--- TASK BRIEF ---
Return the data below exactly, but only from the line containing "position:relative; width:884px; height:2384px;" through the line containing "height:6px; margin:-3px; padding:0", with both of those lines included.

--- EXTRACTED INFORMATION ---
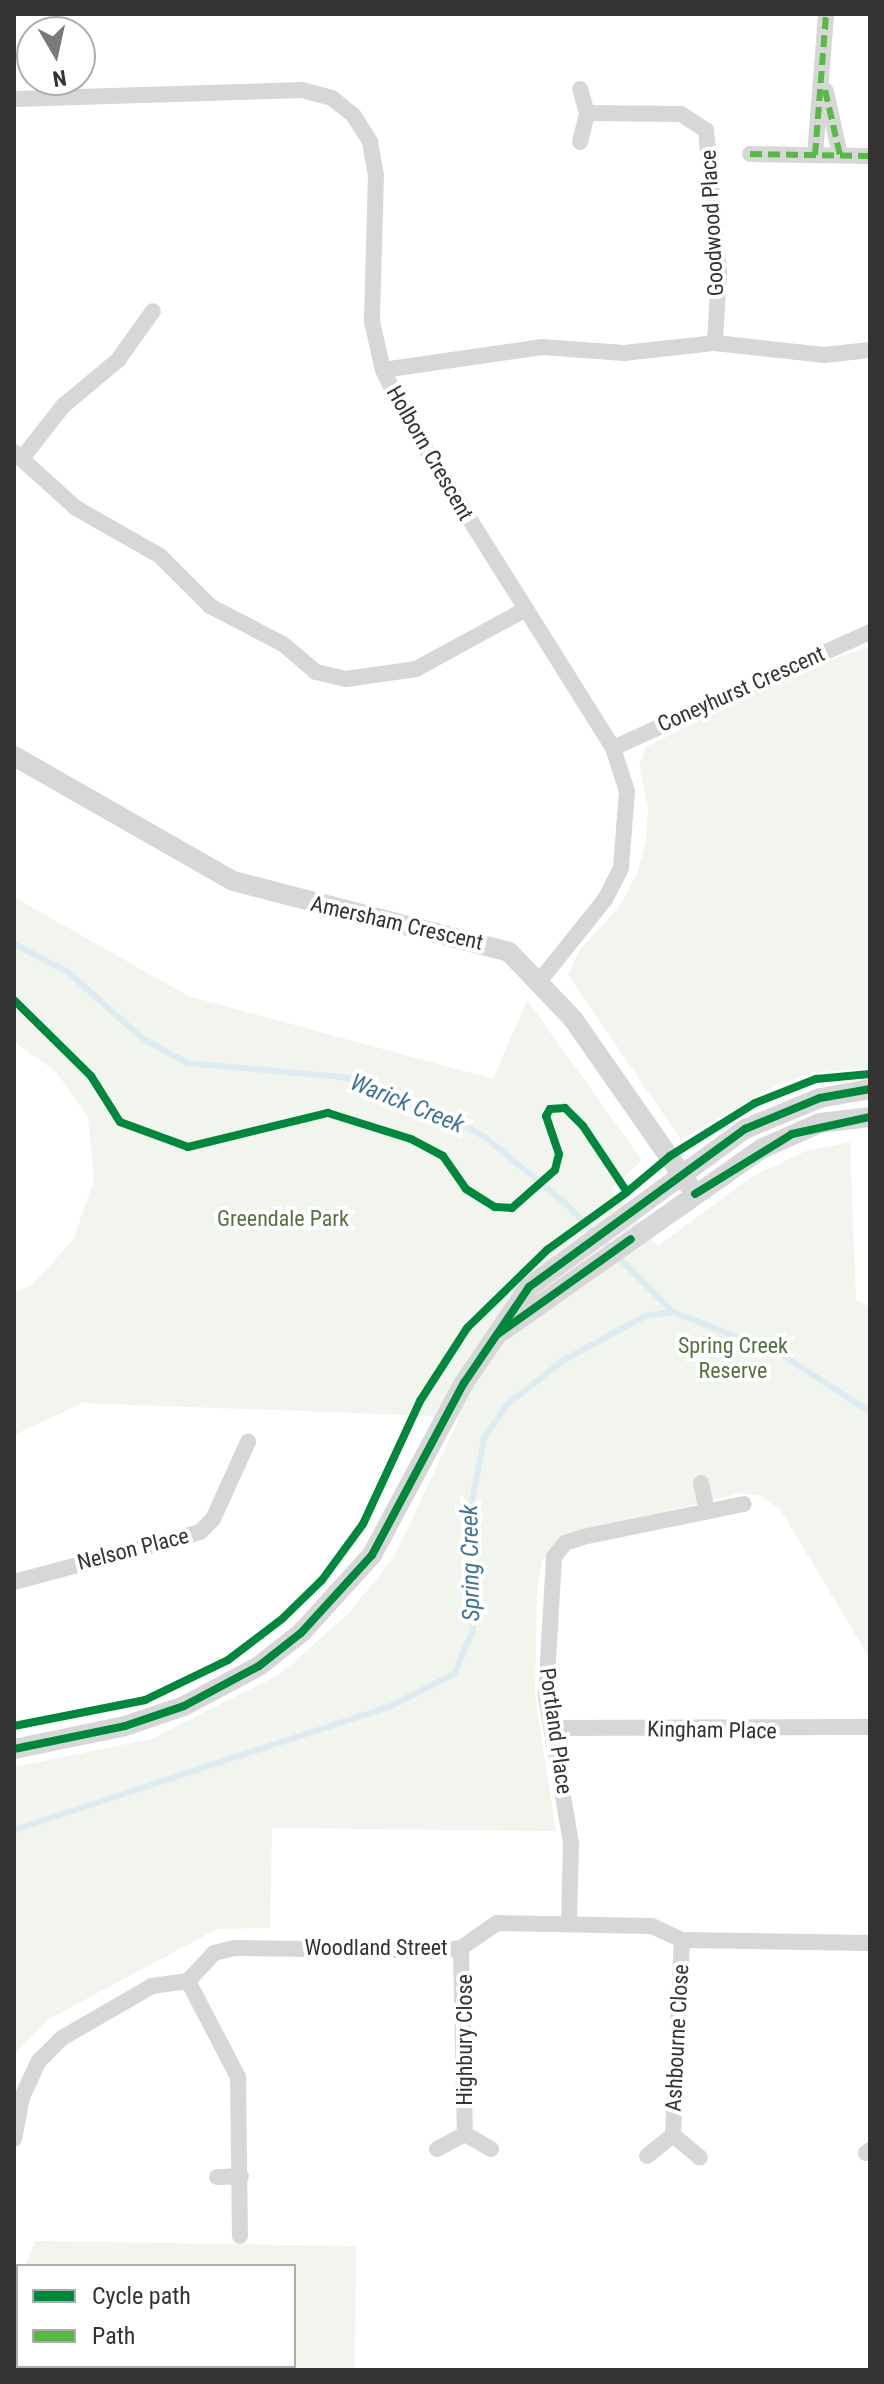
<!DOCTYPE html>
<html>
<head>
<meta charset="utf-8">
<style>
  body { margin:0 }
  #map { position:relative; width:884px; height:2384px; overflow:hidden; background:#fff; font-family:"Roboto Condensed",sans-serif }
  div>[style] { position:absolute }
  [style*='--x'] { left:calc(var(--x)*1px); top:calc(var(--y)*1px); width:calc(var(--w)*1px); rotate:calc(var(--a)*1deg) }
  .green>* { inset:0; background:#f1f5ed }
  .stream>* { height:6px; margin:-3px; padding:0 3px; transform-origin:3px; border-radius:3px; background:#ddebf3 }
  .minor>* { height:16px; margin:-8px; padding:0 8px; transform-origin:8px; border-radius:8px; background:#d7d7d7 }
  .tertiary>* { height:20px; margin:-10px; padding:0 10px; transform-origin:10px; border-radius:10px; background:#d7d7d7 }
  .quiet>* { height:6px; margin-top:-3px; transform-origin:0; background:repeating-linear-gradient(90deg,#58b947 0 12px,transparent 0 18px) }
  .cycleway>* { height:8px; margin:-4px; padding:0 4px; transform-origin:4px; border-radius:4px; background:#00873e }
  span { translate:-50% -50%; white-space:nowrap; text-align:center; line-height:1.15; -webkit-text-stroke:8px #fff; paint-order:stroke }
  .street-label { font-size:22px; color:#333 }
  .park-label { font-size:22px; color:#56703f }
  .water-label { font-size:24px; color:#3f7597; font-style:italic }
  .frame { position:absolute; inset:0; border:16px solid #333; pointer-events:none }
  .legend { position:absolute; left:16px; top:2264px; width:280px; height:104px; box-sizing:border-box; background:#fff; border:2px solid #adadad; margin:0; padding:10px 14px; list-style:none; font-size:24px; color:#333 }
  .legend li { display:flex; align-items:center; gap:16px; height:40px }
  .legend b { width:40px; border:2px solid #adadad }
  .north { position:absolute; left:16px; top:16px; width:80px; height:80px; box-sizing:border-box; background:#fff; border:2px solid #adadad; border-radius:50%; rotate:171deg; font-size:22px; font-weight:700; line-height:32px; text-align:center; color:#333 }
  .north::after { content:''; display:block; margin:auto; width:28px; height:36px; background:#7a7a7a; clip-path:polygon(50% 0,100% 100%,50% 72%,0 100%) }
</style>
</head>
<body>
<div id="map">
  <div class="green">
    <div style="clip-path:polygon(870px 647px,870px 1068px,811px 1073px,771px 1088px,681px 1140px,568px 975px,579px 951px,619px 907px,637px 874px,646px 841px,648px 807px,639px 766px,646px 747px,795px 671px)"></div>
    <div style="clip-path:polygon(14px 897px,188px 996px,493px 1079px,527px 1000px,642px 1160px,611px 1189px,658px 1246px,751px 1177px,806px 1151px,850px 1142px,856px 1300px,870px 1307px,870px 1659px,781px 1511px,762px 1496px,741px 1493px,565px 1537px,542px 1560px,537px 1591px,535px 1695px,556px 1831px,272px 1828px,270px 1928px,217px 1929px,47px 2020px,14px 2055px,14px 1767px,151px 1739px,280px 1674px,349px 1613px,394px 1557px,460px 1417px,82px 1403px,14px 1435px,14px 1292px,32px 1285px,73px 1240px,94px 1180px,88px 1117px,56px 1072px,14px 1041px)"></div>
    <div style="clip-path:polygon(35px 2241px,356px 2246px,355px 2370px,14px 2370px,18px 2284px,18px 2366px,294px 2366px,294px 2266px,25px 2266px)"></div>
  </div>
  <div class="stream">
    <div style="--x:14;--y:944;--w:61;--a:27.4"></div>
    <div style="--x:68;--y:972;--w:101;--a:41.8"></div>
    <div style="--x:143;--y:1039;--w:51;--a:28.1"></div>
    <div style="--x:188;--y:1063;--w:156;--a:5.2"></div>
    <div style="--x:343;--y:1077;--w:105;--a:20"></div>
    <div style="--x:442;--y:1113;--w:51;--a:29.6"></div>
    <div style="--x:486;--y:1138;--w:102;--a:39.4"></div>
    <div style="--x:565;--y:1203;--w:153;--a:45.3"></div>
    <div style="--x:14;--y:1830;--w:397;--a:-18.2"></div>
    <div style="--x:391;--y:1706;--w:71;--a:-26.9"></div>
    <div style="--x:454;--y:1674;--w:48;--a:-66.6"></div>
    <div style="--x:473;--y:1630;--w:102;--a:-93.4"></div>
    <div style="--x:467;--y:1528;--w:92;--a:-79.3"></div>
    <div style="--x:484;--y:1438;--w:42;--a:-54.8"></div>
    <div style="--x:508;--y:1404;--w:71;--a:-38.2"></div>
    <div style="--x:564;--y:1360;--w:92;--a:-28.5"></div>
    <div style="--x:645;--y:1316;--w:28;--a:-8"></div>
    <div style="--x:673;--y:1312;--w:119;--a:21.6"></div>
    <div style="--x:784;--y:1356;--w:103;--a:33.1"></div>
  </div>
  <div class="minor">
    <div style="--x:826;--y:91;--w:66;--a:77.7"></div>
    <div style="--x:14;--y:99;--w:288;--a:-1.8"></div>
    <div style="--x:302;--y:90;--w:31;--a:15"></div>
    <div style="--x:332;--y:98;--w:28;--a:39"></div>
    <div style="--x:354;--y:116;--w:31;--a:58"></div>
    <div style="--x:370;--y:142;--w:34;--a:80"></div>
    <div style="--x:376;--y:175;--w:147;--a:91.6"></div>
    <div style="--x:372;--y:322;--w:49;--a:77.1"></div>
    <div style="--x:383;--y:370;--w:57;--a:63.9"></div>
    <div style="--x:408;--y:421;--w:386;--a:57.9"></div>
    <div style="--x:613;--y:748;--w:45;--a:72"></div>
    <div style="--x:627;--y:791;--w:77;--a:94.5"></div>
    <div style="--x:621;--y:868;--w:34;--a:117"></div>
    <div style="--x:606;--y:898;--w:104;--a:128.7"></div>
    <div style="--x:587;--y:113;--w:94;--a:0.6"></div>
    <div style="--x:681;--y:114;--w:30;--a:33"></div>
    <div style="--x:706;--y:130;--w:144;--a:84.8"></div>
    <div style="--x:719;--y:273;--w:70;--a:93.3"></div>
    <div style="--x:580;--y:142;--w:30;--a:-76"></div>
    <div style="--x:587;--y:113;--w:25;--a:-106"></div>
    <div style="--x:750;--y:154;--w:120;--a:1"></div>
    <div style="--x:815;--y:155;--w:141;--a:-85.5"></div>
    <div style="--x:383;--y:370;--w:161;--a:-8.2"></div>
    <div style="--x:542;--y:347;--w:82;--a:4.2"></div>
    <div style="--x:624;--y:353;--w:92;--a:-6.3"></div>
    <div style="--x:715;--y:343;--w:110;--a:6.3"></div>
    <div style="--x:824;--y:355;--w:46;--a:-6.2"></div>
    <div style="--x:14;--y:452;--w:84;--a:42.1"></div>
    <div style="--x:76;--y:508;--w:97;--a:29.7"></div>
    <div style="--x:160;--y:556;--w:71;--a:45"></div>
    <div style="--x:210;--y:606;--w:82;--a:27.5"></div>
    <div style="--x:283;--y:644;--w:43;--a:40.3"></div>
    <div style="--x:316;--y:672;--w:31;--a:13"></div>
    <div style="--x:346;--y:679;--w:71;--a:-8.1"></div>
    <div style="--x:416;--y:669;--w:123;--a:-28.6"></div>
    <div style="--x:23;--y:457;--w:65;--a:-51.9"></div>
    <div style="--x:63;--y:406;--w:72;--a:-39.9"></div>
    <div style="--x:118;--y:360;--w:60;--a:-54.5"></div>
    <div style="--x:613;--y:748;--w:282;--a:-24.3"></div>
    <div style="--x:701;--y:1483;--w:29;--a:78"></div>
    <div style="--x:14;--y:1582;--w:193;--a:-15"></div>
    <div style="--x:200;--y:1532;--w:18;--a:-45"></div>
    <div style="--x:213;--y:1519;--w:85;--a:-65.6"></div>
    <div style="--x:554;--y:1728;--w:316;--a:-0.2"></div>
    <div style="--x:569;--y:1924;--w:81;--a:-88.6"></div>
    <div style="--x:571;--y:1843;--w:149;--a:-99.7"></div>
    <div style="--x:546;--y:1696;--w:139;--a:-86.7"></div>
    <div style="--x:554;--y:1557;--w:18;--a:-52"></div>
    <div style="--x:565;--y:1543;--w:19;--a:-18"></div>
    <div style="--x:583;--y:1537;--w:164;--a:-11.6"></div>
    <div style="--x:461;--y:1948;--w:186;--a:88.8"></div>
    <div style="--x:188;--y:1981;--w:108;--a:62.5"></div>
    <div style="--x:238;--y:2077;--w:159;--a:89.3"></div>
    <div style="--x:673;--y:2135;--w:195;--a:-87.4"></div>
    <div style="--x:14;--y:2139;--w:43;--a:-79.2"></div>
    <div style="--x:22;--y:2097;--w:40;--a:-65"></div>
    <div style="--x:39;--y:2061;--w:33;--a:-45"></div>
    <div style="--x:62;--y:2038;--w:104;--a:-30"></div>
    <div style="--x:152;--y:1986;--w:36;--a:-8"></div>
    <div style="--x:188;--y:1981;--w:38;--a:-47"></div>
    <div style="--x:214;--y:1953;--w:21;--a:-14"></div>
    <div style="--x:234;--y:1948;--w:203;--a:0.8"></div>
    <div style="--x:437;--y:1951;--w:24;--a:-7"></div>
    <div style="--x:461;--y:1948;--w:44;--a:-34.8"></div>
    <div style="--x:497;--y:1923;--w:155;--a:1.1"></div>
    <div style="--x:652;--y:1926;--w:33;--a:25"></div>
    <div style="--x:682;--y:1940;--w:188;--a:0.9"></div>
    <div style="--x:437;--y:2149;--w:32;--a:-28"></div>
    <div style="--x:465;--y:2134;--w:30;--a:30"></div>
    <div style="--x:866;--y:2153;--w:5;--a:-37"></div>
    <div style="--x:647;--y:2156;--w:33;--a:-39"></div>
    <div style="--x:673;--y:2135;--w:35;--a:40"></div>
    <div style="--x:217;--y:2177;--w:24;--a:-2"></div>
  </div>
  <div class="tertiary">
    <div style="--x:14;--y:756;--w:252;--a:29.7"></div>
    <div style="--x:233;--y:881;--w:285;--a:14.4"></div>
    <div style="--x:509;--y:952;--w:93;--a:46.3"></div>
    <div style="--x:573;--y:1019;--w:213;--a:55.1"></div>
    <div style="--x:498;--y:1334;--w:324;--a:-35.1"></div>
    <div style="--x:763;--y:1148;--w:62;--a:-23.7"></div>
    <div style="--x:820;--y:1123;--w:50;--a:-6.8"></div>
    <div style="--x:14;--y:1749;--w:113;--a:-11.7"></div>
    <div style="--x:125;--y:1726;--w:62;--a:-18.7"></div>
    <div style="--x:184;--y:1706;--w:85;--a:-28.1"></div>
    <div style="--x:259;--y:1666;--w:53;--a:-38.2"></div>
    <div style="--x:301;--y:1633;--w:105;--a:-47.7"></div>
    <div style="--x:372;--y:1555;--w:195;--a:-61.9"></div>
    <div style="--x:464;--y:1383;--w:116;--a:-55.9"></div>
    <div style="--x:529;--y:1287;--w:268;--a:-36.2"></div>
    <div style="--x:745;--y:1129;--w:81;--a:-22.5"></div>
    <div style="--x:820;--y:1098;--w:51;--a:-10.2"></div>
  </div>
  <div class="quiet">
    <div style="--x:825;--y:90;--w:67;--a:77"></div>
    <div style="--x:750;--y:154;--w:120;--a:1"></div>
    <div style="--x:815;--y:155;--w:141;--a:-85.5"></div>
  </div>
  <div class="cycleway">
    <div style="--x:14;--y:1000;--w:108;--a:44.6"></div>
    <div style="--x:91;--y:1076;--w:54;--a:57.8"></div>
    <div style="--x:120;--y:1122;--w:72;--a:20.2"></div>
    <div style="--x:188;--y:1147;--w:144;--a:-13.7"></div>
    <div style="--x:328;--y:1113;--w:87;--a:17.4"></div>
    <div style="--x:411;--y:1139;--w:36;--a:28"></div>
    <div style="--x:443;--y:1156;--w:40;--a:55.1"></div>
    <div style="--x:466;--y:1189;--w:34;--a:32"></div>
    <div style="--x:495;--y:1207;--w:17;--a:3"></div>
    <div style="--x:512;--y:1208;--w:57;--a:-41.5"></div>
    <div style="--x:555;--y:1170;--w:16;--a:-76"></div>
    <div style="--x:559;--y:1154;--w:40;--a:-108.9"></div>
    <div style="--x:546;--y:1116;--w:8;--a:-60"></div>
    <div style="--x:550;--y:1109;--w:15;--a:-4"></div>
    <div style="--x:565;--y:1108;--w:25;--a:45"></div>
    <div style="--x:583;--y:1126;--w:79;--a:56.3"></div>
    <div style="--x:627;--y:1192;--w:56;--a:-39.9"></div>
    <div style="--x:670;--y:1156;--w:100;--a:-31.9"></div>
    <div style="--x:755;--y:1103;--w:66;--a:-21.5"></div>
    <div style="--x:816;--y:1079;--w:54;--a:-5.3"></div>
    <div style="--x:695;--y:1194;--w:114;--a:-31.7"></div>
    <div style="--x:792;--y:1134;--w:80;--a:-12.3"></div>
    <div style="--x:498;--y:1334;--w:163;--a:-35.5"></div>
    <div style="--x:14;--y:1726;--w:134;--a:-11.2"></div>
    <div style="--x:145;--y:1700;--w:92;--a:-25.7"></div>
    <div style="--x:228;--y:1660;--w:68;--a:-37.2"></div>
    <div style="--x:282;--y:1619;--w:56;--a:-44.3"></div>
    <div style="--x:322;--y:1580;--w:69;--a:-53.8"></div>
    <div style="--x:363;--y:1524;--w:136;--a:-65.1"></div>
    <div style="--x:420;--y:1401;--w:87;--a:-57.2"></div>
    <div style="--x:467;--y:1328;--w:112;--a:-44.3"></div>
    <div style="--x:547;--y:1250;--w:99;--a:-35.9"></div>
    <div style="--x:14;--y:1749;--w:113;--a:-11.7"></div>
    <div style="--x:125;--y:1726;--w:62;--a:-18.7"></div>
    <div style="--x:184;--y:1706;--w:85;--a:-28.1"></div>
    <div style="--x:259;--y:1666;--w:53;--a:-38.2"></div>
    <div style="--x:301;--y:1633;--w:105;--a:-47.7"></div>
    <div style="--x:372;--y:1555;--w:195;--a:-61.9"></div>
    <div style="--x:464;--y:1383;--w:116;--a:-55.9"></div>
    <div style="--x:529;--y:1287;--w:268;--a:-36.2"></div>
    <div style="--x:745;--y:1129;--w:81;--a:-22.5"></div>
    <div style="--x:820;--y:1098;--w:51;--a:-10.2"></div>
  </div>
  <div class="street-label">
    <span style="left:712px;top:223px;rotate:-93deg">Goodwood Place</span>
    <span style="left:430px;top:453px;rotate:60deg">Holborn Crescent</span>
    <span style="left:741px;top:689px;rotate:-24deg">Coneyhurst Crescent</span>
    <span style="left:397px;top:923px;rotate:13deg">Amersham Crescent</span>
    <span style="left:133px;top:1549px;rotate:-14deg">Nelson Place</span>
    <span style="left:712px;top:1730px;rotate:1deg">Kingham Place</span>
    <span style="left:556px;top:1731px;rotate:82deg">Portland Place</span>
    <span style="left:376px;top:1948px">Woodland Street</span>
    <span style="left:677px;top:2038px;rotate:-87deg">Ashbourne Close</span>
    <span style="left:465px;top:2040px;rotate:-90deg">Highbury Close</span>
  </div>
  <div class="park-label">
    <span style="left:283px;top:1219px">Greendale Park</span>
    <span style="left:733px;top:1358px">Spring Creek<br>Reserve</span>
  </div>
  <div class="water-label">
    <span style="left:407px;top:1104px;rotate:22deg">Warick Creek</span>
    <span style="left:471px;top:1563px;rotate:-91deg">Spring Creek</span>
  </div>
  <div class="frame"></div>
  <ul class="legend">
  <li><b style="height:10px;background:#00873e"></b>Cycle path</li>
  <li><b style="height:10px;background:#58b947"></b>Path</li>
  </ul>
  <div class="north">N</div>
</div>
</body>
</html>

--- ANSWER ---
  #map { position:relative; width:884px; height:2384px; overflow:hidden; background:#fff; font-family:"Roboto Condensed",sans-serif }
  div>[style] { position:absolute }
  [style*='--x'] { left:calc(var(--x)*1px); top:calc(var(--y)*1px); width:calc(var(--w)*1px); rotate:calc(var(--a)*1deg) }
  .green>* { inset:0; background:#f1f5ed }
  .stream>* { height:6px; margin:-3px; padding:0 3px; transform-origin:3px; border-radius:3px; background:#ddebf3 }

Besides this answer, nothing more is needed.